How To Pay Off Your Debt
Becoming debt-free opens a lot of doors – you can finally free up cash to put toward your retirement savings or that European vacation you’ve always dreamed of (paid for in cash, of course). It’s no wonder that many of us want to learn how to pay off debt early so we can reach those goals faster.
Whatever your reason, becoming debt-free is within your reach. But before you start setting aside a bunch of money to pay it all off, here’s what you need to consider regarding how to pay off debt, including a few different ways to make the task feel more manageable.
Is It Bad To Pay Off Your Debt Early?
Quite honestly, it depends on your financial situation and your loan. Meaning, in many cases it’s a great idea, and other times it’s not.
The potential upside to paying off your debt early is that you can pay less interest throughout the lifetime of your loan and shorten the time it takes to pay it off. When you learn how long it’ll take to pay off your loan and decrease that timeline by a couple of months or years, it can serve as a motivator to better your financial situation.
But keep in mind that this can decrease your cash flow. Maybe you need to save more money for an emergency fund so that you’re not caught off guard in case of an unexpected expenses (think car or house repairs). Unlike Rocket Loans, some loan companies may also penalize you for paying it off early by charging fees. If that's the case, it might not make the most sense to pay off your loan early, especially since you’re probably not going to save much money.
Crunch some numbers before you decide either way. That way, you can figure out how much you can save (if at all) and whether you can even afford to pay it off early. Use tools like an amortization calculator for your mortgage or a fixed-rate calculator to see how much you can save if you were to increase your loan payments.
Which Debts Should You Pay Off First?
In most cases, paying off debts with the highest interest rate is probably your best bet. That way you can save more money on interest, especially if you make more than the minimum payments. It’s also crucial that you pay off debts that are in collections as those mean you’re at risk of losing some sort of asset, like your car.
Loans that tend to have the highest interest include payday loans and credit cards. Loans like federal student loans or your mortgage tends to have lower interest, meaning it’s OK to hold off paying them off early for now. Plus, you could qualify for federal student loan programs like loan forgiveness or income-based repayment plans, which can lower or eliminate part of your debt.
That said, some people find it more motivating to pay off their loans with the lowest balance first – paying that one off aggressively while making minimum paying on other debts. That way, you can feel more accomplished
Whatever, you decide, don’t neglect any of your loans, even if it’s just making minimum payments. Missing or being late on payments could negatively affect your credit score or depending on the type of loan put you in huge financial risk, such as losing your home.
How To Pay Off Debt Fast
If you decide it’s worth it to pay off your debt early, here are a few ways you can do so:
1. Consider Biweekly Payments
You can also pay off debt by paying every two weeks instead of every month. You’ll end up making the equivalent of one extra payment each year. When you pay off debt with a biweekly payment, you shouldn’t see a dramatic change to your monthly expenses. However, you’ll see dramatic savings as you pay off debt over the years because you're reducing the amount of interest.
2. Send Extra Money
Yup, it’s as easy as that. All you need to do is to make an extra payment – however much you wish – whenever you can. For those who find it hard to remain disciplined and find money here and there to shovel it towards their debt, you can consider sending small recurring payments toward them.
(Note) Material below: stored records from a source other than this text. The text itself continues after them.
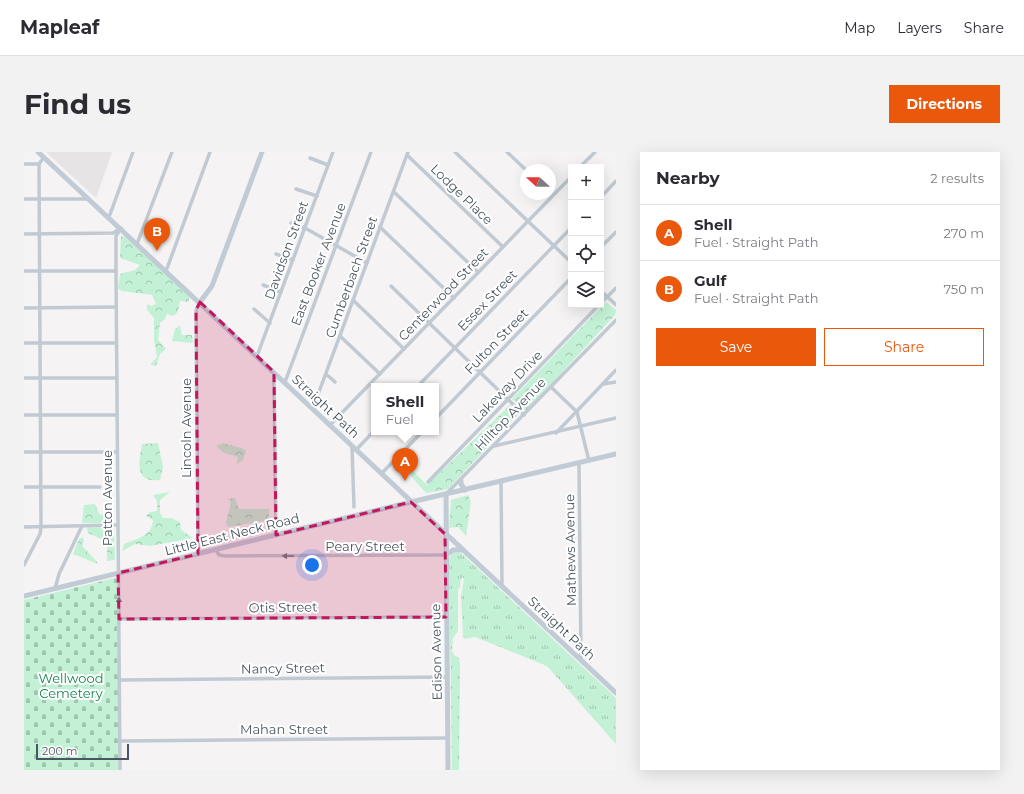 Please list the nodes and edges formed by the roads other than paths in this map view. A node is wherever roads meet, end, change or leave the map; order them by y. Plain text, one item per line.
1 (38, 152) edge
2 (133, 152) edge
3 (172, 152) edge
4 (210, 152) edge
5 (262, 152) edge
6 (333, 152) edge
7 (371, 152) edge
8 (455, 152) edge
9 (507, 152) edge
10 (595, 152) edge
11 (408, 154) edge
12 (44, 157) junction
13 (310, 158) dead end
14 (24, 164) edge
15 (39, 164) junction
16 (328, 164) junction
17 (520, 164) edge
18 (583, 164) edge
19 (568, 180) edge
20 (616, 181) edge
21 (296, 188) dead end
22 (556, 190) edge
23 (394, 192) junction
24 (604, 194) edge
25 (317, 196) junction
26 (39, 198) junction
27 (89, 198) junction
28 (24, 199) edge
29 (547, 200) edge
30 (109, 216) junction
31 (528, 222) junction
32 (291, 223) dead end
33 (121, 228) junction
34 (305, 228) junction
35 (380, 228) junction
36 (568, 231) edge
37 (616, 232) edge
38 (24, 234) edge
39 (40, 234) junction
40 (138, 244) junction
41 (604, 244) edge
42 (336, 246) junction
43 (554, 246) junction
44 (503, 247) junction
45 (276, 254) dead end
46 (568, 259) edge
47 (293, 260) junction
48 (367, 263) junction
49 (166, 270) junction
50 (24, 271) edge
51 (39, 271) junction
52 (116, 271) junction
53 (478, 272) junction
54 (568, 281) edge
55 (264, 285) dead end
56 (391, 286) dead end
57 (616, 288) edge
58 (281, 292) junction
59 (604, 294) edge
60 (607, 297) junction
61 (454, 298) junction
62 (353, 300) junction
63 (604, 300) edge
64 (200, 302) junction
65 (616, 305) edge
66 (24, 308) edge
67 (40, 308) junction
68 (116, 308) junction
69 (596, 308) edge
70 (254, 309) dead end
71 (616, 320) edge
72 (270, 323) junction
73 (429, 323) junction
74 (340, 336) junction
75 (24, 343) edge
76 (40, 343) junction
77 (116, 343) junction
78 (454, 348) junction
79 (404, 349) junction
80 (257, 356) junction
81 (616, 370) edge
82 (274, 372) junction
83 (480, 373) junction
84 (326, 374) junction
85 (380, 374) junction
86 (24, 378) edge
87 (40, 378) junction
88 (116, 378) junction
89 (285, 382) junction
90 (335, 382) dead end
91 (616, 382) edge
92 (371, 383) edge
93 (371, 383) edge
94 (421, 383) edge
95 (602, 385) junction
96 (551, 387) junction
97 (508, 399) junction
98 (313, 408) junction
99 (577, 412) junction
100 (24, 415) edge
101 (40, 415) junction
102 (116, 415) junction
103 (439, 415) edge
104 (524, 415) junction
105 (616, 418) edge
106 (330, 425) junction
107 (581, 427) junction
108 (555, 433) junction
109 (371, 434) edge
110 (419, 435) edge
111 (493, 447) junction
112 (354, 448) junction
113 (24, 452) edge
114 (40, 452) junction
115 (117, 452) junction
116 (616, 454) edge
117 (589, 461) junction
118 (579, 463) junction
119 (382, 474) junction
120 (461, 480) junction
121 (501, 481) junction
122 (428, 482) dead end
123 (24, 487) edge
124 (40, 487) junction
125 (100, 487) dead end
126 (465, 490) junction
127 (446, 494) junction
128 (411, 502) junction
129 (354, 507) dead end
130 (117, 525) junction
131 (82, 526) junction
132 (24, 527) edge
133 (41, 527) junction
134 (445, 534) junction
135 (276, 535) junction
136 (216, 550) junction
137 (462, 550) junction
138 (198, 554) junction
139 (446, 555) junction
140 (24, 565) edge
141 (118, 573) junction
142 (502, 587) junction
143 (55, 589) junction
144 (24, 596) edge
145 (446, 616) junction
146 (119, 619) junction
147 (581, 661) junction
148 (447, 677) junction
149 (119, 680) junction
150 (616, 693) edge
151 (447, 738) junction
152 (120, 740) junction
153 (120, 770) edge
154 (448, 770) edge

1 - 12 main road, Straight Path
2 - 30 street
3 - 40 street
4 - 49 street
5 - 64 main road
6 - 16 street, Davidson Street
7 - 42 street, East Booker Avenue
8 - 31 street
9 - 17 street
10 - 18 street
11 - 23 street, Cumberbach Street
11 - 44 street, Lodge Place
12 - 15 street
12 - 27 main road, Straight Path
13 - 16 street
14 - 15 street
15 - 26 street
16 - 25 street, Davidson Street
19 - 22 street, Centerwood Street
20 - 24 street
21 - 25 street
23 - 35 street, Cumberbach Street
23 - 53 street
25 - 34 street, Davidson Street
26 - 27 street
26 - 28 street
26 - 39 street
27 - 30 main road, Straight Path
29 - 31 street, Centerwood Street
30 - 33 main road, Straight Path
31 - 43 street
31 - 44 street, Centerwood Street
32 - 34 street
33 - 39 street
33 - 40 main road, Straight Path
33 - 52 street, Patton Avenue
34 - 42 street
34 - 47 street, Davidson Street
35 - 48 street, Cumberbach Street
35 - 61 street
36 - 43 street, Essex Street
37 - 41 street
38 - 39 street
39 - 51 street
40 - 49 main road, Straight Path
42 - 48 street
42 - 89 street, East Booker Avenue
43 - 46 street
43 - 78 street, Essex Street
44 - 53 street, Centerwood Street
45 - 47 street
47 - 58 street, Davidson Street
48 - 62 street, Cumberbach Street
49 - 64 main road, Straight Path
50 - 51 street
51 - 52 street
51 - 67 street
52 - 68 street, Patton Avenue
53 - 61 street, Centerwood Street
54 - 83 street, Fulton Street
55 - 58 street
56 - 73 street
57 - 60 street, Lakeway Drive
58 - 72 street, Davidson Street
59 - 60 street
60 - 63 street, Lakeway Drive
60 - 65 street
61 - 73 street, Centerwood Street
62 - 74 street, Cumberbach Street
62 - 79 street
64 - 80 main road, Straight Path
64 - 138 street, Lincoln Avenue
66 - 67 street
67 - 68 street
67 - 76 street
68 - 77 street, Patton Avenue
69 - 97 street, Lakeway Drive
70 - 72 street
71 - 96 street, Hilltop Avenue
72 - 80 street, Davidson Street
73 - 78 street
73 - 79 street, Centerwood Street
74 - 84 street, Cumberbach Street
74 - 85 street
75 - 76 street
76 - 77 street
76 - 87 street
77 - 88 street, Patton Avenue
78 - 83 street
78 - 94 street, Essex Street
79 - 85 street, Centerwood Street
80 - 82 main road, Straight Path
81 - 95 street
82 - 89 main road, Straight Path
82 - 135 street
83 - 97 street
83 - 103 street, Fulton Street
84 - 90 street
84 - 98 street, Cumberbach Street
85 - 93 street, Centerwood Street
86 - 87 street
87 - 88 street
87 - 101 street
88 - 102 street, Patton Avenue
89 - 98 main road, Straight Path
91 - 95 street
92 - 106 street, Centerwood Street
95 - 99 street
96 - 99 street
96 - 104 street, Hilltop Avenue
97 - 104 street
97 - 122 street, Lakeway Drive
98 - 106 main road, Straight Path
99 - 107 street
99 - 108 street
100 - 101 street
101 - 102 street
101 - 114 street
102 - 115 street, Patton Avenue
104 - 111 street, Hilltop Avenue
105 - 107 street
106 - 112 main road, Straight Path
107 - 108 street
107 - 117 street
108 - 111 street
109 - 112 street
110 - 119 street
111 - 120 street, Hilltop Avenue
112 - 119 main road, Straight Path
112 - 129 street
113 - 114 street
114 - 115 street
114 - 124 street
115 - 130 street, Patton Avenue
116 - 117 main road, Little East Neck Road
117 - 118 main road, Little East Neck Road
118 - 121 main road, Little East Neck Road
118 - 147 street, Mathews Avenue
119 - 128 main road, Straight Path
120 - 126 main road
120 - 127 street, Hilltop Avenue
121 - 126 main road, Little East Neck Road
121 - 142 street
123 - 124 street
124 - 125 street
124 - 133 street
126 - 127 main road, Little East Neck Road
127 - 128 main road, Little East Neck Road
127 - 134 main road
128 - 134 main road, Straight Path
128 - 135 main road, Little East Neck Road
130 - 131 street
130 - 141 street, Patton Avenue
131 - 133 street
131 - 143 street
132 - 133 street
133 - 140 street
134 - 137 main road, Straight Path
134 - 139 main road, Edison Avenue
135 - 136 main road, Little East Neck Road
136 - 138 main road, Little East Neck Road
139 -> 136 street, Peary Street
137 - 139 main road
137 - 142 main road, Straight Path
138 - 141 main road, Little East Neck Road
139 - 145 main road, Edison Avenue
141 - 143 main road, Little East Neck Road
146 -> 141 street, Patton Avenue
142 - 147 main road, Straight Path
143 - 144 main road, Little East Neck Road
145 - 146 street, Otis Street
145 - 148 main road, Edison Avenue
146 - 149 street, Patton Avenue
147 - 150 main road, Straight Path
148 - 149 street, Nancy Street
148 - 151 main road, Edison Avenue
149 - 152 street, Patton Avenue
151 - 152 street, Mahan Street
151 - 154 main road, Edison Avenue
152 - 153 street, Patton Avenue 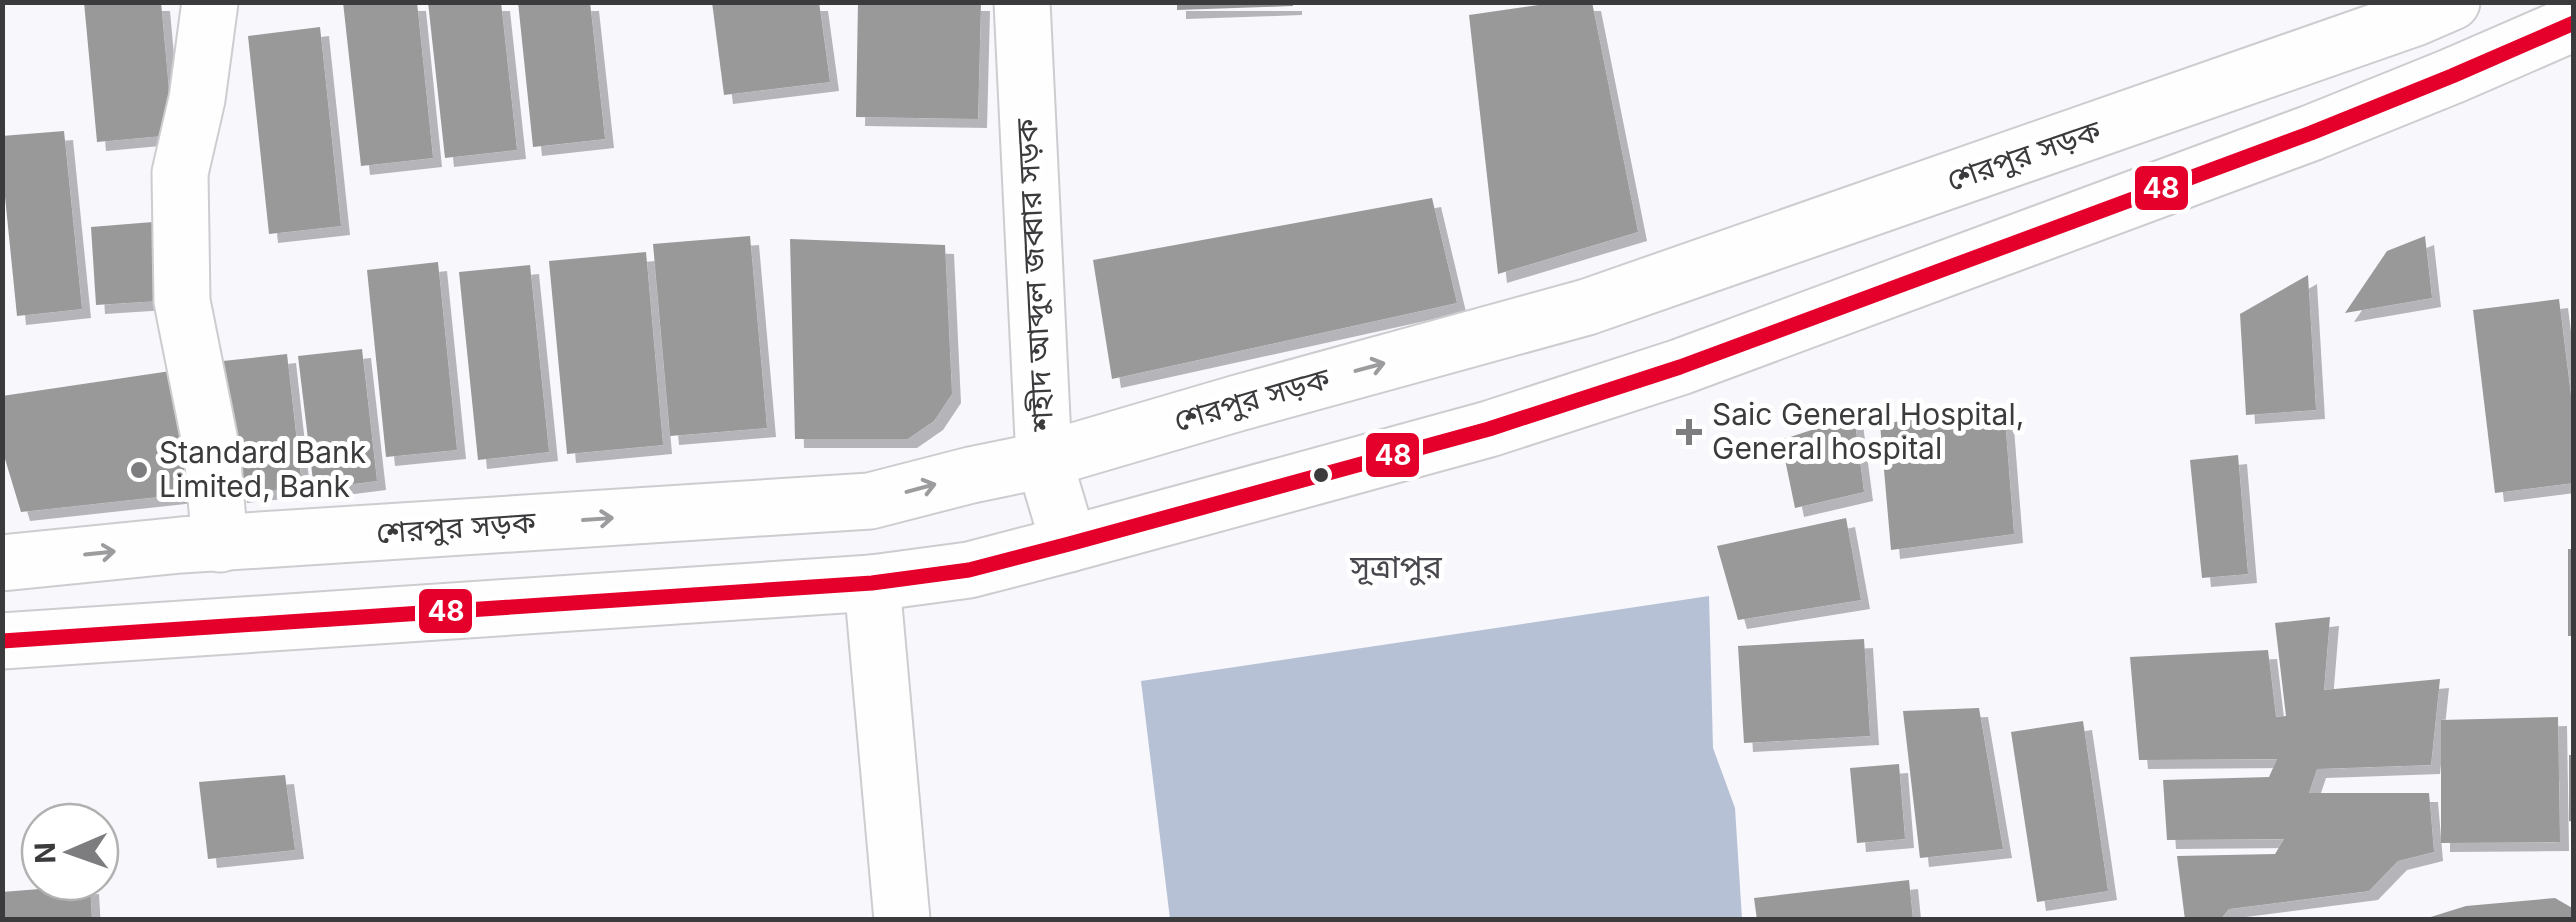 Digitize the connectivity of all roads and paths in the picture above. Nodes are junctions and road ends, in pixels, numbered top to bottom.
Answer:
1 (210, 2) edge
2 (1022, 2) edge
3 (2452, 2) edge
4 (2574, 23) edge
5 (1044, 460) junction
6 (220, 544) junction
7 (1069, 544) junction
8 (2, 563) edge
9 (872, 583) junction
10 (2, 641) edge
11 (902, 920) edge

1 - 6 main road
2 - 5 main road, শহীদ আব্দুল জব্বার সড়ক
5 -> 3 main road, শেরপুর সড়ক
4 - 7 main road
6 -> 5 main road, শেরপুর সড়ক
5 - 7 main road, শহীদ আব্দুল জব্বার সড়ক
8 -> 6 main road, শেরপুর সড়ক
7 - 9 main road
9 - 10 main road
9 - 11 main road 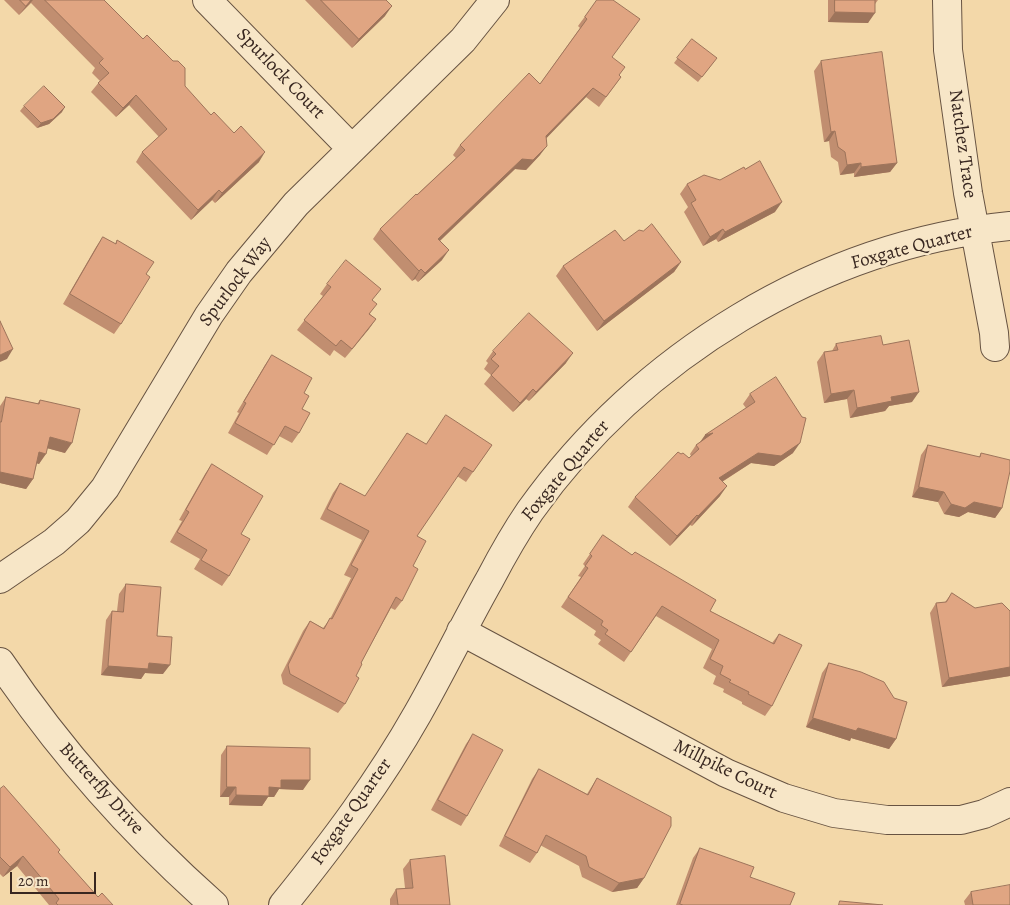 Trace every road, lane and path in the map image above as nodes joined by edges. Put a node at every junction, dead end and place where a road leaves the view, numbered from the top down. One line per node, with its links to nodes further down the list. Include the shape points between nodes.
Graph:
1 (207, 0): 4 (street, Spurlock Court)
2 (495, 0): 4 (street, Spurlock Way, via 463,40)
3 (947, 0): 6 (street, Natchez Trace, via 948,50)
4 (352, 149): 8 (street, Spurlock Way, via 296,204 240,272 209,315 106,488 54,542)
5 (1010, 226): 6 (street, Foxgate Quarter)
6 (975, 229): 7 (street, Natchez Trace); 9 (street, Foxgate Quarter, via 890,250 842,267 758,307 681,356 604,423 551,483 510,542)
7 (995, 347)
8 (0, 579)
9 (461, 631): 11 (street, Millpike Court, via 726,773 784,798 834,813 887,820 961,820); 13 (street, Foxgate Quarter, via 382,774)
10 (0, 662): 12 (street, Butterfly Drive, via 100,791)
11 (1010, 802)
12 (214, 905)
13 (283, 905)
Don’t forget that if you do so, make sure you let your lender know that the extra payment is to go toward the principal of the loan. That way, your lender will contact you if you need to do things differently to make extra payments. Besides, making payments toward the principal means you’ll pay less in interest.
Getting a tax refund or work bonus this year? That check can come in hand for those early payments.
3. Round Up Loan Payments
Even though it’s small change, rounding up payments is a great start to paying more toward your debt. You don’t need a ton of extra cash and you probably won’t notice the amount, given it’s so small.
Next time you make your payment, just round it up to the next couple of dollars. For example, if you’re credit card payment is $112.23, add an extra $7.77 to make it $120. Within a year you’ll have paid an extra $93.24. Not too bad of a life hack, right?
4. Ask For Discounts
Some lenders offer rate discounts if you sign up for autopay or online bill payments. Some even do so if you opt for paperless statements. It never hurts to ask and the best-case scenario is that you get a fraction of a percent off your interest rate – it can make a huge difference in how much you’ll save.
5. Consider Consolidating Your Loans
Debt consolidation is a great way to simplify your debt and save money at the same time. How it works is that you take out a debt consolidation personal loan to pay off your other high interest. You’re then left with one loan payment, ideally at a lower interest rate.
With your savings, you can then pay off your debt faster without the need to make extra payments – although you could if you wanted to.
Plenty of places allow you to shop around for rates without affecting your credit score, so it’s worth taking a look. Think about how much stress-free you’ll feel when you finally make that last debt payment. The money you used to pay off debt can go toward other things that can vastly improve your life.